• WHAT THE EXERCISE ASKS: Return, from the material below, each line in which "Francisco" occurs.

• DATA RECORDS:
···

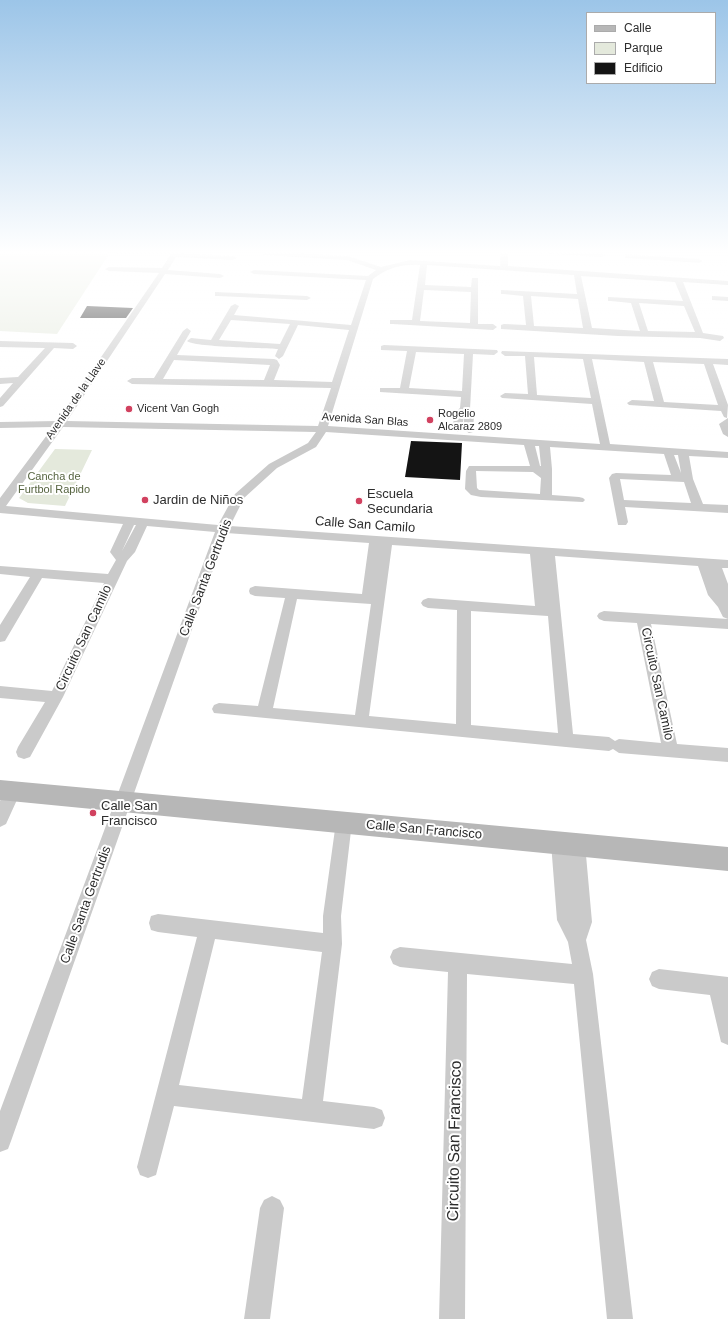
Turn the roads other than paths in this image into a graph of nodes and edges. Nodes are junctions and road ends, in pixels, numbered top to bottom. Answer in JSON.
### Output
{"nodes":[{"id":1,"x":135,"y":313,"type":"edge"},
{"id":2,"x":231,"y":313,"type":"edge"},
{"id":3,"x":361,"y":313,"type":"edge"},
{"id":4,"x":419,"y":313,"type":"edge"},
{"id":5,"x":474,"y":313,"type":"edge"},
{"id":6,"x":529,"y":313,"type":"edge"},
{"id":7,"x":584,"y":313,"type":"edge"},
{"id":8,"x":638,"y":313,"type":"edge"},
{"id":9,"x":691,"y":313,"type":"edge"},
{"id":10,"x":228,"y":317,"type":"junction"},
{"id":11,"x":295,"y":322,"type":"junction"},
{"id":12,"x":393,"y":322,"type":"dead end"},
{"id":13,"x":416,"y":323,"type":"junction"},
{"id":14,"x":355,"y":325,"type":"junction"},
{"id":15,"x":474,"y":326,"type":"junction"},
{"id":16,"x":493,"y":327,"type":"dead end"},
{"id":17,"x":504,"y":328,"type":"dead end"},
{"id":18,"x":530,"y":329,"type":"junction"},
{"id":19,"x":187,"y":331,"type":"dead end"},
{"id":20,"x":588,"y":331,"type":"junction"},
{"id":21,"x":645,"y":334,"type":"junction"},
{"id":22,"x":700,"y":335,"type":"junction"},
{"id":23,"x":720,"y":338,"type":"dead end"},
{"id":24,"x":191,"y":341,"type":"dead end"},
{"id":25,"x":213,"y":343,"type":"junction"},
{"id":26,"x":0,"y":344,"type":"edge"},
{"id":27,"x":51,"y":346,"type":"junction"},
{"id":28,"x":72,"y":346,"type":"dead end"},
{"id":29,"x":283,"y":347,"type":"junction"},
{"id":30,"x":384,"y":348,"type":"dead end"},
{"id":31,"x":412,"y":349,"type":"junction"},
{"id":32,"x":469,"y":351,"type":"junction"},
{"id":33,"x":494,"y":352,"type":"dead end"},
{"id":34,"x":506,"y":353,"type":"dead end"},
{"id":35,"x":529,"y":354,"type":"junction"},
{"id":36,"x":587,"y":356,"type":"junction"},
{"id":37,"x":172,"y":357,"type":"junction"},
{"id":38,"x":278,"y":358,"type":"dead end"},
{"id":39,"x":648,"y":359,"type":"junction"},
{"id":40,"x":707,"y":361,"type":"junction"},
{"id":41,"x":728,"y":362,"type":"edge"},
{"id":42,"x":21,"y":380,"type":"junction"},
{"id":43,"x":0,"y":381,"type":"edge"},
{"id":44,"x":132,"y":381,"type":"dead end"},
{"id":45,"x":157,"y":381,"type":"junction"},
{"id":46,"x":268,"y":382,"type":"junction"},
{"id":47,"x":336,"y":383,"type":"junction"},
{"id":48,"x":383,"y":390,"type":"dead end"},
{"id":49,"x":404,"y":391,"type":"junction"},
{"id":50,"x":466,"y":394,"type":"junction"},
{"id":51,"x":505,"y":396,"type":"dead end"},
{"id":52,"x":533,"y":398,"type":"junction"},
{"id":53,"x":592,"y":401,"type":"junction"},
{"id":54,"x":632,"y":403,"type":"dead end"},
{"id":55,"x":0,"y":404,"type":"edge"},
{"id":56,"x":660,"y":404,"type":"junction"},
{"id":57,"x":726,"y":412,"type":"edge"},
{"id":58,"x":0,"y":416,"type":"edge"},
{"id":59,"x":63,"y":420,"type":"junction"},
{"id":60,"x":728,"y":421,"type":"edge"},
{"id":61,"x":0,"y":424,"type":"edge"},
{"id":62,"x":322,"y":426,"type":"junction"},
{"id":63,"x":463,"y":430,"type":"junction"},
{"id":64,"x":728,"y":434,"type":"edge"},
{"id":65,"x":529,"y":443,"type":"junction"},
{"id":66,"x":600,"y":443,"type":"junction"},
{"id":67,"x":544,"y":444,"type":"junction"},
{"id":68,"x":728,"y":446,"type":"edge"},
{"id":69,"x":668,"y":452,"type":"junction"},
{"id":70,"x":683,"y":452,"type":"junction"},
{"id":71,"x":728,"y":455,"type":"edge"},
{"id":72,"x":536,"y":469,"type":"junction"},
{"id":73,"x":546,"y":474,"type":"junction"},
{"id":74,"x":683,"y":478,"type":"junction"},
{"id":75,"x":546,"y":498,"type":"junction"},
{"id":76,"x":579,"y":500,"type":"dead end"},
{"id":77,"x":619,"y":503,"type":"junction"},
{"id":78,"x":0,"y":506,"type":"edge"},
{"id":79,"x":698,"y":508,"type":"junction"},
{"id":80,"x":728,"y":509,"type":"edge"},
{"id":81,"x":0,"y":510,"type":"edge"},
{"id":82,"x":130,"y":521,"type":"junction"},
{"id":83,"x":143,"y":522,"type":"junction"},
{"id":84,"x":622,"y":522,"type":"dead end"},
{"id":85,"x":222,"y":529,"type":"junction"},
{"id":86,"x":381,"y":540,"type":"junction"},
{"id":87,"x":542,"y":551,"type":"junction"},
{"id":88,"x":122,"y":559,"type":"junction"},
{"id":89,"x":709,"y":563,"type":"junction"},
{"id":90,"x":728,"y":564,"type":"edge"},
{"id":91,"x":5,"y":571,"type":"edge"},
{"id":92,"x":38,"y":573,"type":"junction"},
{"id":93,"x":0,"y":579,"type":"edge"},
{"id":94,"x":112,"y":579,"type":"junction"},
{"id":95,"x":255,"y":591,"type":"dead end"},
{"id":96,"x":292,"y":594,"type":"junction"},
{"id":97,"x":373,"y":599,"type":"junction"},
{"id":98,"x":428,"y":603,"type":"dead end"},
{"id":99,"x":464,"y":606,"type":"junction"},
{"id":100,"x":725,"y":609,"type":"edge"},
{"id":101,"x":548,"y":612,"type":"junction"},
{"id":102,"x":604,"y":616,"type":"dead end"},
{"id":103,"x":5,"y":618,"type":"edge"},
{"id":104,"x":643,"y":618,"type":"junction"},
{"id":105,"x":728,"y":624,"type":"edge"},
{"id":106,"x":0,"y":637,"type":"edge"},
{"id":107,"x":0,"y":692,"type":"edge"},
{"id":108,"x":56,"y":697,"type":"junction"},
{"id":109,"x":219,"y":709,"type":"dead end"},
{"id":110,"x":264,"y":713,"type":"junction"},
{"id":111,"x":361,"y":722,"type":"junction"},
{"id":112,"x":463,"y":731,"type":"junction"},
{"id":113,"x":566,"y":741,"type":"junction"},
{"id":114,"x":670,"y":750,"type":"junction"},
{"id":115,"x":24,"y":752,"type":"dead end"},
{"id":116,"x":728,"y":755,"type":"edge"},
{"id":117,"x":6,"y":790,"type":"edge"},
{"id":118,"x":123,"y":801,"type":"junction"},
{"id":119,"x":0,"y":819,"type":"edge"},
{"id":120,"x":344,"y":822,"type":"junction"},
{"id":121,"x":568,"y":844,"type":"junction"},
{"id":122,"x":728,"y":859,"type":"edge"},
{"id":123,"x":158,"y":923,"type":"dead end"},
{"id":124,"x":208,"y":929,"type":"junction"},
{"id":125,"x":334,"y":944,"type":"junction"},
{"id":126,"x":400,"y":957,"type":"dead end"},
{"id":127,"x":458,"y":963,"type":"junction"},
{"id":128,"x":583,"y":974,"type":"junction"},
{"id":129,"x":659,"y":980,"type":"dead end"},
{"id":130,"x":723,"y":986,"type":"edge"},
{"id":131,"x":728,"y":1035,"type":"edge"},
{"id":132,"x":166,"y":1094,"type":"junction"},
{"id":133,"x":311,"y":1111,"type":"junction"},
{"id":134,"x":374,"y":1118,"type":"dead end"},
{"id":135,"x":0,"y":1141,"type":"edge"},
{"id":136,"x":148,"y":1167,"type":"dead end"},
{"id":137,"x":272,"y":1208,"type":"dead end"},
{"id":138,"x":257,"y":1319,"type":"edge"},
{"id":139,"x":452,"y":1319,"type":"edge"},
{"id":140,"x":620,"y":1319,"type":"edge"}],
"edges":[{"from":1,"to":59,"type":"street","name":"Avenida de la Llave"},
{"from":2,"to":10,"type":"street"},
{"from":3,"to":14,"type":"street","name":"Calle Santa Gertrudis"},
{"from":4,"to":13,"type":"street"},
{"from":5,"to":15,"type":"street"},
{"from":6,"to":18,"type":"street"},
{"from":7,"to":20,"type":"street"},
{"from":8,"to":21,"type":"street"},
{"from":9,"to":22,"type":"street"},
{"from":10,"to":11,"type":"street"},
{"from":10,"to":25,"type":"street"},
{"from":11,"to":14,"type":"street"},
{"from":11,"to":29,"type":"street"},
{"from":12,"to":13,"type":"street"},
{"from":13,"to":15,"type":"street"},
{"from":14,"to":47,"type":"street","name":"Calle Santa Gertrudis"},
{"from":15,"to":16,"type":"street"},
{"from":17,"to":18,"type":"street"},
{"from":18,"to":20,"type":"street"},
{"from":19,"to":37,"type":"street"},
{"from":20,"to":21,"type":"street"},
{"from":21,"to":22,"type":"street"},
{"from":22,"to":23,"type":"street"},
{"from":24,"to":25,"type":"street"},
{"from":25,"to":29,"type":"street"},
{"from":26,"to":27,"type":"street"},
{"from":27,"to":28,"type":"street"},
{"from":27,"to":42,"type":"street"},
{"from":29,"to":38,"type":"street"},
{"from":30,"to":31,"type":"street"},
{"from":31,"to":32,"type":"street"},
{"from":31,"to":49,"type":"street"},
{"from":32,"to":33,"type":"street"},
{"from":32,"to":50,"type":"street"},
{"from":34,"to":35,"type":"street"},
{"from":35,"to":36,"type":"street"},
{"from":35,"to":52,"type":"street"},
{"from":36,"to":39,"type":"street"},
{"from":36,"to":53,"type":"street"},
{"from":37,"to":45,"type":"street"},
{"from":37,"to":46,"type":"street"},
{"from":39,"to":40,"type":"street"},
{"from":39,"to":56,"type":"street"},
{"from":40,"to":41,"type":"street"},
{"from":40,"to":57,"type":"street"},
{"from":42,"to":43,"type":"street"},
{"from":42,"to":55,"type":"street"},
{"from":44,"to":45,"type":"street"},
{"from":45,"to":46,"type":"street"},
{"from":46,"to":47,"type":"street"},
{"from":47,"to":62,"type":"street","name":"Calle Santa Gertrudis"},
{"from":48,"to":49,"type":"street"},
{"from":49,"to":50,"type":"street"},
{"from":50,"to":63,"type":"street"},
{"from":51,"to":52,"type":"street"},
{"from":52,"to":53,"type":"street"},
{"from":53,"to":66,"type":"street"},
{"from":54,"to":56,"type":"street"},
{"from":56,"to":57,"type":"street"},
{"from":58,"to":59,"type":"street","name":"Avenida San Blas"},
{"from":59,"to":61,"type":"street","name":"Avenida San Blas"},
{"from":59,"to":62,"type":"street","name":"Avenida San Blas"},
{"from":59,"to":78,"type":"street","name":"Avenida de la Llave"},
{"from":60,"to":64,"type":"street"},
{"from":62,"to":63,"type":"street","name":"Avenida San Blas"},
{"from":62,"to":65,"type":"street","name":"Avenida San Blas"},
{"from":62,"to":85,"type":"street","name":"Calle Santa Gertrudis"},
{"from":63,"to":66,"type":"street","name":"Avenida San Blas"},
{"from":65,"to":67,"type":"street","name":"Avenida San Blas"},
{"from":65,"to":72,"type":"street"},
{"from":66,"to":67,"type":"street","name":"Avenida San Blas"},
{"from":66,"to":68,"type":"street","name":"Avenida San Blas"},
{"from":66,"to":69,"type":"street","name":"Avenida San Blas"},
{"from":67,"to":73,"type":"street"},
{"from":69,"to":70,"type":"street","name":"Avenida San Blas"},
{"from":69,"to":74,"type":"street"},
{"from":70,"to":71,"type":"street","name":"Avenida San Blas"},
{"from":70,"to":74,"type":"street"},
{"from":72,"to":73,"type":"street"},
{"from":72,"to":75,"type":"street"},
{"from":73,"to":75,"type":"street"},
{"from":74,"to":77,"type":"street"},
{"from":74,"to":79,"type":"street"},
{"from":75,"to":76,"type":"street"},
{"from":77,"to":79,"type":"street"},
{"from":77,"to":84,"type":"street"},
{"from":79,"to":80,"type":"street"},
{"from":81,"to":82,"type":"street","name":"Calle San Camilo"},
{"from":82,"to":83,"type":"street","name":"Calle San Camilo"},
{"from":82,"to":88,"type":"street"},
{"from":83,"to":85,"type":"street","name":"Calle San Camilo"},
{"from":83,"to":88,"type":"street","name":"Circuito San Camilo"},
{"from":85,"to":86,"type":"street","name":"Calle San Camilo"},
{"from":85,"to":118,"type":"street","name":"Calle Santa Gertrudis"},
{"from":86,"to":87,"type":"street","name":"Calle San Camilo"},
{"from":86,"to":97,"type":"street"},
{"from":87,"to":89,"type":"street","name":"Calle San Camilo"},
{"from":87,"to":101,"type":"street"},
{"from":88,"to":94,"type":"street","name":"Circuito San Camilo"},
{"from":89,"to":90,"type":"street","name":"Calle San Camilo"},
{"from":89,"to":100,"type":"street"},
{"from":91,"to":92,"type":"street","name":"Circuito San Camilo"},
{"from":91,"to":93,"type":"street","name":"Circuito San Camilo"},
{"from":92,"to":94,"type":"street","name":"Circuito San Camilo"},
{"from":92,"to":103,"type":"street"},
{"from":94,"to":108,"type":"street","name":"Circuito San Camilo"},
{"from":95,"to":96,"type":"street"},
{"from":96,"to":97,"type":"street"},
{"from":96,"to":110,"type":"street"},
{"from":97,"to":111,"type":"street"},
{"from":98,"to":99,"type":"street"},
{"from":99,"to":101,"type":"street"},
{"from":99,"to":112,"type":"street"},
{"from":101,"to":113,"type":"street"},
{"from":102,"to":104,"type":"street","name":"Circuito San Camilo"},
{"from":103,"to":106,"type":"street"},
{"from":104,"to":105,"type":"street","name":"Circuito San Camilo"},
{"from":104,"to":114,"type":"street","name":"Circuito San Camilo"},
{"from":107,"to":108,"type":"street","name":"Circuito San Camilo"},
{"from":108,"to":115,"type":"street","name":"Circuito San Camilo"},
{"from":109,"to":110,"type":"street","name":"Circuito San Camilo"},
{"from":110,"to":111,"type":"street","name":"Circuito San Camilo"},
{"from":111,"to":112,"type":"street","name":"Circuito San Camilo"},
{"from":112,"to":113,"type":"street","name":"Circuito San Camilo"},
{"from":113,"to":114,"type":"street","name":"Circuito San Camilo"},
{"from":114,"to":116,"type":"street","name":"Circuito San Camilo"},
{"from":117,"to":118,"type":"street","name":"Calle San Francisco"},
{"from":117,"to":119,"type":"street"},
{"from":118,"to":120,"type":"street","name":"Calle San Francisco"},
{"from":118,"to":135,"type":"street","name":"Calle Santa Gertrudis"},
{"from":120,"to":121,"type":"street","name":"Calle San Francisco"},
{"from":120,"to":125,"type":"street"},
{"from":121,"to":122,"type":"street","name":"Calle San Francisco"},
{"from":121,"to":128,"type":"street"},
{"from":123,"to":124,"type":"street"},
{"from":124,"to":125,"type":"street"},
{"from":124,"to":132,"type":"street"},
{"from":125,"to":133,"type":"street"},
{"from":126,"to":127,"type":"street"},
{"from":127,"to":128,"type":"street"},
{"from":127,"to":139,"type":"street","name":"Circuito San Francisco"},
{"from":128,"to":140,"type":"street"},
{"from":129,"to":130,"type":"street"},
{"from":130,"to":131,"type":"street"},
{"from":132,"to":133,"type":"street"},
{"from":132,"to":136,"type":"street"},
{"from":133,"to":134,"type":"street"},
{"from":137,"to":138,"type":"street"}]}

···

• RESPONSE BOX:
{"from":117,"to":118,"type":"street","name":"Calle San Francisco"},
{"from":118,"to":120,"type":"street","name":"Calle San Francisco"},
{"from":120,"to":121,"type":"street","name":"Calle San Francisco"},
{"from":121,"to":122,"type":"street","name":"Calle San Francisco"},
{"from":127,"to":139,"type":"street","name":"Circuito San Francisco"},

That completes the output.